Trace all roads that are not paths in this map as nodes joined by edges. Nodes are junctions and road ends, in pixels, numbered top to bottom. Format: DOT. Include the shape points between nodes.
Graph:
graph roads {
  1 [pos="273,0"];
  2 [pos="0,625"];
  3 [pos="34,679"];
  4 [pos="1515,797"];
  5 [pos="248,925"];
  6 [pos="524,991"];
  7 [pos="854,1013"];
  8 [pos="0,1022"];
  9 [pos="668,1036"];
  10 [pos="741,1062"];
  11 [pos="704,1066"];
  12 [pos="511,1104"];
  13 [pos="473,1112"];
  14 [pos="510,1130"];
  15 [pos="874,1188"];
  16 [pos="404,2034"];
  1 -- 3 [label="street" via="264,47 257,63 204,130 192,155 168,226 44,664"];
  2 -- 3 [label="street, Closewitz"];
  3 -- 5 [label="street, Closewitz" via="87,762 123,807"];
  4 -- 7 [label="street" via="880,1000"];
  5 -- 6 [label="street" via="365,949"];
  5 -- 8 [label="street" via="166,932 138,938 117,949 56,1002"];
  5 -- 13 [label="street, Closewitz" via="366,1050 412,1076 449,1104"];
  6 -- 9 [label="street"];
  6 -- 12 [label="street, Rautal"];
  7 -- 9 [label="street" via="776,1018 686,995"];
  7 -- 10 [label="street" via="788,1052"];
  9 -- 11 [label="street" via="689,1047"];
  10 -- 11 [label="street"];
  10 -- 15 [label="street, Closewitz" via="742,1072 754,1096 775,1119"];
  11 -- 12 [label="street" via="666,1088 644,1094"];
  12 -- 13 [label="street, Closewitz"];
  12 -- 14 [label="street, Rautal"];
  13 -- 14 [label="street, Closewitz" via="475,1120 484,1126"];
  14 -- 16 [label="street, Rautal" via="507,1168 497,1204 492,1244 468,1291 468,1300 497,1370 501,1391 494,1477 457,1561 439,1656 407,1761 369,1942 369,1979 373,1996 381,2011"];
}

========================

What is being asked:
Transcribe each of the records above exactly.

Completed task:
Trace all roads that are not paths in this map as nodes joined by edges. Nodes are junctions and road ends, in pixels, numbered top to bottom. Format: DOT. Include the shape points between nodes.
Graph:
graph roads {
  1 [pos="273,0"];
  2 [pos="0,625"];
  3 [pos="34,679"];
  4 [pos="1515,797"];
  5 [pos="248,925"];
  6 [pos="524,991"];
  7 [pos="854,1013"];
  8 [pos="0,1022"];
  9 [pos="668,1036"];
  10 [pos="741,1062"];
  11 [pos="704,1066"];
  12 [pos="511,1104"];
  13 [pos="473,1112"];
  14 [pos="510,1130"];
  15 [pos="874,1188"];
  16 [pos="404,2034"];
  1 -- 3 [label="street" via="264,47 257,63 204,130 192,155 168,226 44,664"];
  2 -- 3 [label="street, Closewitz"];
  3 -- 5 [label="street, Closewitz" via="87,762 123,807"];
  4 -- 7 [label="street" via="880,1000"];
  5 -- 6 [label="street" via="365,949"];
  5 -- 8 [label="street" via="166,932 138,938 117,949 56,1002"];
  5 -- 13 [label="street, Closewitz" via="366,1050 412,1076 449,1104"];
  6 -- 9 [label="street"];
  6 -- 12 [label="street, Rautal"];
  7 -- 9 [label="street" via="776,1018 686,995"];
  7 -- 10 [label="street" via="788,1052"];
  9 -- 11 [label="street" via="689,1047"];
  10 -- 11 [label="street"];
  10 -- 15 [label="street, Closewitz" via="742,1072 754,1096 775,1119"];
  11 -- 12 [label="street" via="666,1088 644,1094"];
  12 -- 13 [label="street, Closewitz"];
  12 -- 14 [label="street, Rautal"];
  13 -- 14 [label="street, Closewitz" via="475,1120 484,1126"];
  14 -- 16 [label="street, Rautal" via="507,1168 497,1204 492,1244 468,1291 468,1300 497,1370 501,1391 494,1477 457,1561 439,1656 407,1761 369,1942 369,1979 373,1996 381,2011"];
}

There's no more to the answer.